PROVIDED DATA below:

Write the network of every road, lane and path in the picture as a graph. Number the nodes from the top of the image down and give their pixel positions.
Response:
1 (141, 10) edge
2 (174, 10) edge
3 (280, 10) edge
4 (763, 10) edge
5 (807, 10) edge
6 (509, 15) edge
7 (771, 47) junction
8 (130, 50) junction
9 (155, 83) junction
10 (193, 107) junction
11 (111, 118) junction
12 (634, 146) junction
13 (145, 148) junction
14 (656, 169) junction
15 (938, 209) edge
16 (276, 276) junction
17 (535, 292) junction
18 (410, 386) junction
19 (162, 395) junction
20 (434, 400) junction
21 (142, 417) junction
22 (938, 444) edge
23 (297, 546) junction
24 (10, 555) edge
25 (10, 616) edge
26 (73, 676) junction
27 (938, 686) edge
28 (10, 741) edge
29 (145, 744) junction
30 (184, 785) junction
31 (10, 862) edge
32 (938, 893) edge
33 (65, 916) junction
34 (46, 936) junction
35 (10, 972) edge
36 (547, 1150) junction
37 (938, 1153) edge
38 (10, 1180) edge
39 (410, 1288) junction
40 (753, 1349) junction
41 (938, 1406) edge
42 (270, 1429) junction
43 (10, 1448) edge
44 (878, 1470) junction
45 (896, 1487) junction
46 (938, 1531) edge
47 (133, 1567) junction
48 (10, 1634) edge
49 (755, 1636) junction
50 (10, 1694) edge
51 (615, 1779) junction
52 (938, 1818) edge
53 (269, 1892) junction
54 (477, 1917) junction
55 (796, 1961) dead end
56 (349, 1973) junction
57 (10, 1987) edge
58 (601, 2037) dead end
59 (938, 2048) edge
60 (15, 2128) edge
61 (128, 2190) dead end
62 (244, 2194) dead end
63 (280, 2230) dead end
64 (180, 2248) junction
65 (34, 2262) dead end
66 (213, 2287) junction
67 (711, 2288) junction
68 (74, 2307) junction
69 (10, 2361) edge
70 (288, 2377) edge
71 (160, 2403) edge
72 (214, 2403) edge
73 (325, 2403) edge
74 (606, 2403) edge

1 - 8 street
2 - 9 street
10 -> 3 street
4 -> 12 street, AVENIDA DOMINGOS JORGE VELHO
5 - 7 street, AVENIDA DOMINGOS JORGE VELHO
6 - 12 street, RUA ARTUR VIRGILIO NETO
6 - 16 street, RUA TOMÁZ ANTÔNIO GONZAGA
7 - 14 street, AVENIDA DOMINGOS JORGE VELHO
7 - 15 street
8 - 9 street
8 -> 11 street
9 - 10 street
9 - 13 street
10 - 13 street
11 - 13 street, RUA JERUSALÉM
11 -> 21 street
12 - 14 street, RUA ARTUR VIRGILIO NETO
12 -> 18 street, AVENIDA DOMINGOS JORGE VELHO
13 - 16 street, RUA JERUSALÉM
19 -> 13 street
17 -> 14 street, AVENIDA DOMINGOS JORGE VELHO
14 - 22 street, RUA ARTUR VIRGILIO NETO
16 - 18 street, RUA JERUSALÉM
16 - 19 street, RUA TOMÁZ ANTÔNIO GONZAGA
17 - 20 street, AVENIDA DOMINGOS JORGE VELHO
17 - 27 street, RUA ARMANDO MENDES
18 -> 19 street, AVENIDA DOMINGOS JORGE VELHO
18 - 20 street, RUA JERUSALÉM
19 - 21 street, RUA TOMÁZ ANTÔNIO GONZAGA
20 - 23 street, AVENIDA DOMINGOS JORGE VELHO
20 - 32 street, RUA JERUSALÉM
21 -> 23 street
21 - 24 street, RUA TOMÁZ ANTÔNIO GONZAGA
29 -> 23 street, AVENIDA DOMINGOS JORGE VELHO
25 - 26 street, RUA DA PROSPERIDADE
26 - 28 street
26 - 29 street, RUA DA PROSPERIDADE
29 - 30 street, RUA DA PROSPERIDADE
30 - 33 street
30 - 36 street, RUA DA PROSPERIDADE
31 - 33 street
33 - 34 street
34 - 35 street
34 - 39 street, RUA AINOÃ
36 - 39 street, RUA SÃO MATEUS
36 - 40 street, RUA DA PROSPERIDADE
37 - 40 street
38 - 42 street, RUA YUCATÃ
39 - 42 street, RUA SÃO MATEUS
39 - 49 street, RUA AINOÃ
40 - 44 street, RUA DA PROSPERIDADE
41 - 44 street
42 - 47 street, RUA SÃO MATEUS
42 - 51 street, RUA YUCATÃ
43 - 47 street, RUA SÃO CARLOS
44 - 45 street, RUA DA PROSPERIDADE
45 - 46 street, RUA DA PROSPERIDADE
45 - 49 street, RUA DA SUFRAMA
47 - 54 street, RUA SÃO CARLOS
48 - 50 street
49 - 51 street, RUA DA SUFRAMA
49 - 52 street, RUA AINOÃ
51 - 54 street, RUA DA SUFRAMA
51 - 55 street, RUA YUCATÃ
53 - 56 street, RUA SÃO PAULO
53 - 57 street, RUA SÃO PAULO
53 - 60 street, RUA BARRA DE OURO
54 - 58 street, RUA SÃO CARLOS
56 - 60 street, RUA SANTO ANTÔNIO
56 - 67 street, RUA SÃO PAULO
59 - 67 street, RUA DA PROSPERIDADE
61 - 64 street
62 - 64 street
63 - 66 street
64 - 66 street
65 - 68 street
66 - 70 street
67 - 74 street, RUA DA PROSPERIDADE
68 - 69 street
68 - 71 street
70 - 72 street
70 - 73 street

End of PROVIDED DATA.

* **WHAT THE TASK ASKS**
The whole listing should be copied verbatim.

* **SOLUTION TO THE EXERCISE**
Write the network of every road, lane and path in the picture as a graph. Number the nodes from the top of the image down and give their pixel positions.
Response:
1 (141, 10) edge
2 (174, 10) edge
3 (280, 10) edge
4 (763, 10) edge
5 (807, 10) edge
6 (509, 15) edge
7 (771, 47) junction
8 (130, 50) junction
9 (155, 83) junction
10 (193, 107) junction
11 (111, 118) junction
12 (634, 146) junction
13 (145, 148) junction
14 (656, 169) junction
15 (938, 209) edge
16 (276, 276) junction
17 (535, 292) junction
18 (410, 386) junction
19 (162, 395) junction
20 (434, 400) junction
21 (142, 417) junction
22 (938, 444) edge
23 (297, 546) junction
24 (10, 555) edge
25 (10, 616) edge
26 (73, 676) junction
27 (938, 686) edge
28 (10, 741) edge
29 (145, 744) junction
30 (184, 785) junction
31 (10, 862) edge
32 (938, 893) edge
33 (65, 916) junction
34 (46, 936) junction
35 (10, 972) edge
36 (547, 1150) junction
37 (938, 1153) edge
38 (10, 1180) edge
39 (410, 1288) junction
40 (753, 1349) junction
41 (938, 1406) edge
42 (270, 1429) junction
43 (10, 1448) edge
44 (878, 1470) junction
45 (896, 1487) junction
46 (938, 1531) edge
47 (133, 1567) junction
48 (10, 1634) edge
49 (755, 1636) junction
50 (10, 1694) edge
51 (615, 1779) junction
52 (938, 1818) edge
53 (269, 1892) junction
54 (477, 1917) junction
55 (796, 1961) dead end
56 (349, 1973) junction
57 (10, 1987) edge
58 (601, 2037) dead end
59 (938, 2048) edge
60 (15, 2128) edge
61 (128, 2190) dead end
62 (244, 2194) dead end
63 (280, 2230) dead end
64 (180, 2248) junction
65 (34, 2262) dead end
66 (213, 2287) junction
67 (711, 2288) junction
68 (74, 2307) junction
69 (10, 2361) edge
70 (288, 2377) edge
71 (160, 2403) edge
72 (214, 2403) edge
73 (325, 2403) edge
74 (606, 2403) edge

1 - 8 street
2 - 9 street
10 -> 3 street
4 -> 12 street, AVENIDA DOMINGOS JORGE VELHO
5 - 7 street, AVENIDA DOMINGOS JORGE VELHO
6 - 12 street, RUA ARTUR VIRGILIO NETO
6 - 16 street, RUA TOMÁZ ANTÔNIO GONZAGA
7 - 14 street, AVENIDA DOMINGOS JORGE VELHO
7 - 15 street
8 - 9 street
8 -> 11 street
9 - 10 street
9 - 13 street
10 - 13 street
11 - 13 street, RUA JERUSALÉM
11 -> 21 street
12 - 14 street, RUA ARTUR VIRGILIO NETO
12 -> 18 street, AVENIDA DOMINGOS JORGE VELHO
13 - 16 street, RUA JERUSALÉM
19 -> 13 street
17 -> 14 street, AVENIDA DOMINGOS JORGE VELHO
14 - 22 street, RUA ARTUR VIRGILIO NETO
16 - 18 street, RUA JERUSALÉM
16 - 19 street, RUA TOMÁZ ANTÔNIO GONZAGA
17 - 20 street, AVENIDA DOMINGOS JORGE VELHO
17 - 27 street, RUA ARMANDO MENDES
18 -> 19 street, AVENIDA DOMINGOS JORGE VELHO
18 - 20 street, RUA JERUSALÉM
19 - 21 street, RUA TOMÁZ ANTÔNIO GONZAGA
20 - 23 street, AVENIDA DOMINGOS JORGE VELHO
20 - 32 street, RUA JERUSALÉM
21 -> 23 street
21 - 24 street, RUA TOMÁZ ANTÔNIO GONZAGA
29 -> 23 street, AVENIDA DOMINGOS JORGE VELHO
25 - 26 street, RUA DA PROSPERIDADE
26 - 28 street
26 - 29 street, RUA DA PROSPERIDADE
29 - 30 street, RUA DA PROSPERIDADE
30 - 33 street
30 - 36 street, RUA DA PROSPERIDADE
31 - 33 street
33 - 34 street
34 - 35 street
34 - 39 street, RUA AINOÃ
36 - 39 street, RUA SÃO MATEUS
36 - 40 street, RUA DA PROSPERIDADE
37 - 40 street
38 - 42 street, RUA YUCATÃ
39 - 42 street, RUA SÃO MATEUS
39 - 49 street, RUA AINOÃ
40 - 44 street, RUA DA PROSPERIDADE
41 - 44 street
42 - 47 street, RUA SÃO MATEUS
42 - 51 street, RUA YUCATÃ
43 - 47 street, RUA SÃO CARLOS
44 - 45 street, RUA DA PROSPERIDADE
45 - 46 street, RUA DA PROSPERIDADE
45 - 49 street, RUA DA SUFRAMA
47 - 54 street, RUA SÃO CARLOS
48 - 50 street
49 - 51 street, RUA DA SUFRAMA
49 - 52 street, RUA AINOÃ
51 - 54 street, RUA DA SUFRAMA
51 - 55 street, RUA YUCATÃ
53 - 56 street, RUA SÃO PAULO
53 - 57 street, RUA SÃO PAULO
53 - 60 street, RUA BARRA DE OURO
54 - 58 street, RUA SÃO CARLOS
56 - 60 street, RUA SANTO ANTÔNIO
56 - 67 street, RUA SÃO PAULO
59 - 67 street, RUA DA PROSPERIDADE
61 - 64 street
62 - 64 street
63 - 66 street
64 - 66 street
65 - 68 street
66 - 70 street
67 - 74 street, RUA DA PROSPERIDADE
68 - 69 street
68 - 71 street
70 - 72 street
70 - 73 street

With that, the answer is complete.